__WHAT YOU HAVE TO DO__.
Each line of the data below goes into the copy exactly; pictures do not.

_ _ _ _ _ _ _

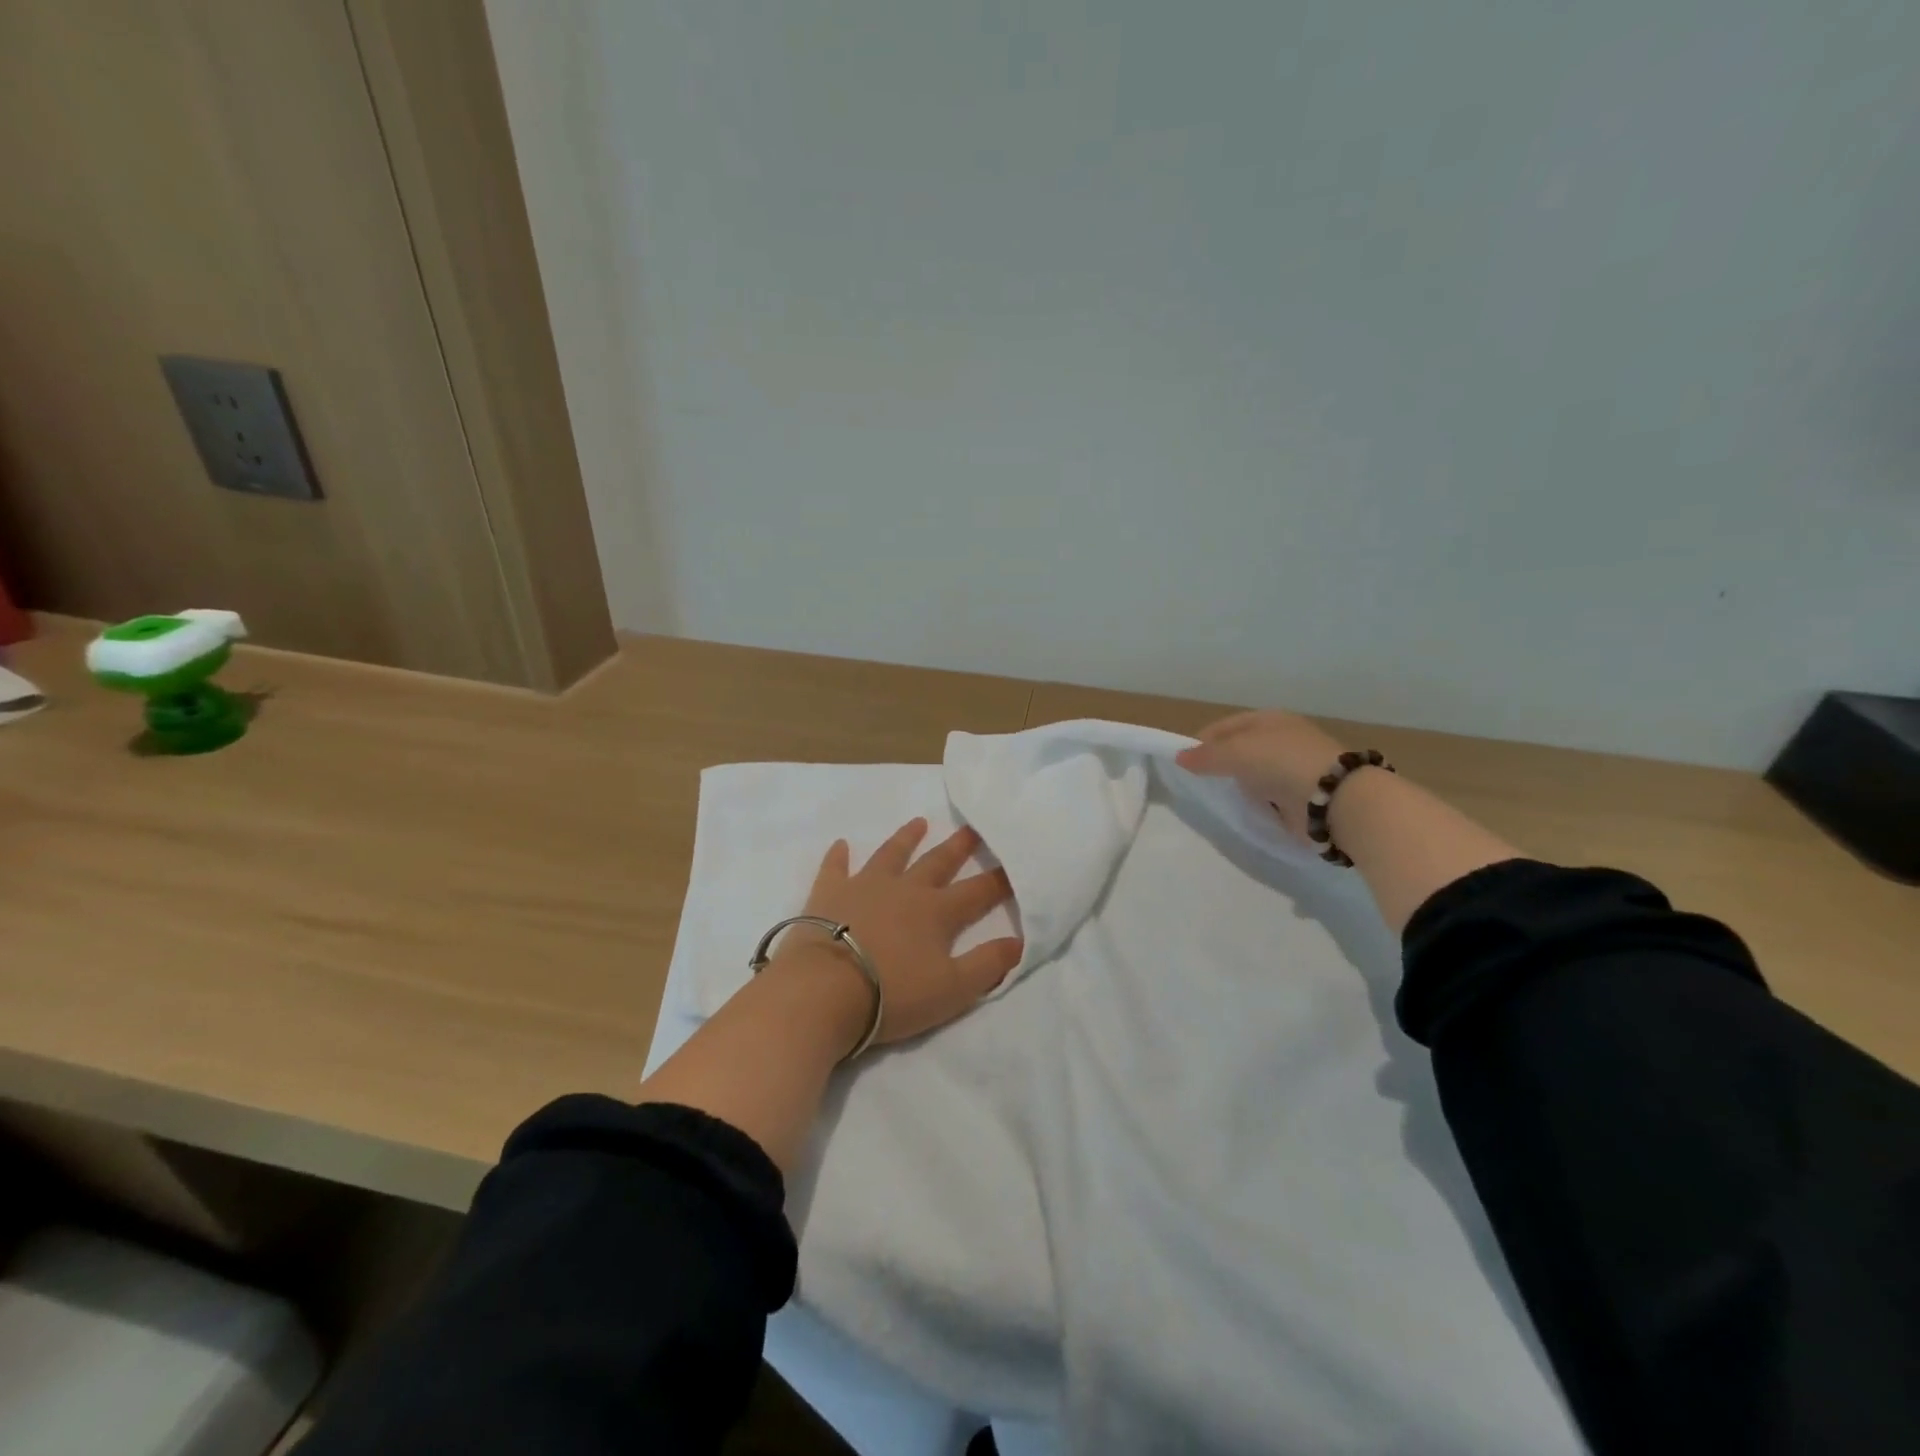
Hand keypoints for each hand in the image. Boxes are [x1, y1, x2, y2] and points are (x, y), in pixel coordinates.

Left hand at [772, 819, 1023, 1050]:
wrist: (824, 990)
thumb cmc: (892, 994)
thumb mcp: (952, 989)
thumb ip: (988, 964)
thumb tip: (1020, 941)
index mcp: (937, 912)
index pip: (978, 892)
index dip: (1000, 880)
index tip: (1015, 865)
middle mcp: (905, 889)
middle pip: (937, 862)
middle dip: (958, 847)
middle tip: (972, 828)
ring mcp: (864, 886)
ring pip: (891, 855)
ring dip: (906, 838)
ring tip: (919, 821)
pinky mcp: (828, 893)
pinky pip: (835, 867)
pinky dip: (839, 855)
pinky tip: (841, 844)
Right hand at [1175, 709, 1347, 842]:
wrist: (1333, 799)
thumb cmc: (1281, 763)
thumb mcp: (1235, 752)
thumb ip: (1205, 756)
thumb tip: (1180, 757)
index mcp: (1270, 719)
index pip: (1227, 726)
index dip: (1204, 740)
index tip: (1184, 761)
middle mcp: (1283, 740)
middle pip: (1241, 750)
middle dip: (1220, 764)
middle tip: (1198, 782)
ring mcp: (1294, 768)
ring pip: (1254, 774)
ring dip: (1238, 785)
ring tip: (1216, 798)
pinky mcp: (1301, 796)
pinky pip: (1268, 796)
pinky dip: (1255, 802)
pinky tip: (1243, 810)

_ _ _ _ _ _ _

__RESULT FOR THIS EXERCISE__.
Hand keypoints for each hand in the image. Boxes are [x1, y1, x2, y2] and points are (x, y), in pixel coordinates.

Left hand at [772, 819, 1023, 1050]:
wrist: (824, 990)
thumb cmc: (892, 994)
thumb mcp: (952, 989)
thumb ip: (988, 964)
thumb tip: (1020, 941)
index mcp: (937, 912)
index pip: (978, 892)
index dip: (1000, 880)
index tip: (1015, 865)
middle mcp: (905, 889)
middle pip: (937, 862)
middle dip: (958, 847)
middle tip: (972, 828)
ring mcp: (864, 886)
ring pip: (891, 855)
ring dip: (906, 838)
ring tip: (919, 821)
pinky mcp: (828, 893)
pinky pip: (835, 867)
pinky dip: (839, 855)
pinky tip: (841, 844)
Right hand at [1175, 709, 1347, 842]:
wrist: (1333, 799)
thumb cmc: (1281, 763)
thumb mcp: (1235, 752)
thumb ip: (1205, 756)
thumb tip: (1180, 757)
index mcp: (1270, 719)
index pip: (1227, 726)
index dip: (1204, 740)
index tip: (1184, 761)
middle mcp: (1283, 740)
middle pip: (1241, 750)
middle dip: (1220, 764)
middle tip: (1198, 782)
ring mcp: (1294, 768)
ring pip: (1254, 774)
ring dip: (1238, 785)
ring tip: (1216, 798)
pinky mcp: (1301, 796)
pinky pip: (1268, 796)
pinky dip: (1255, 802)
pinky tip: (1243, 810)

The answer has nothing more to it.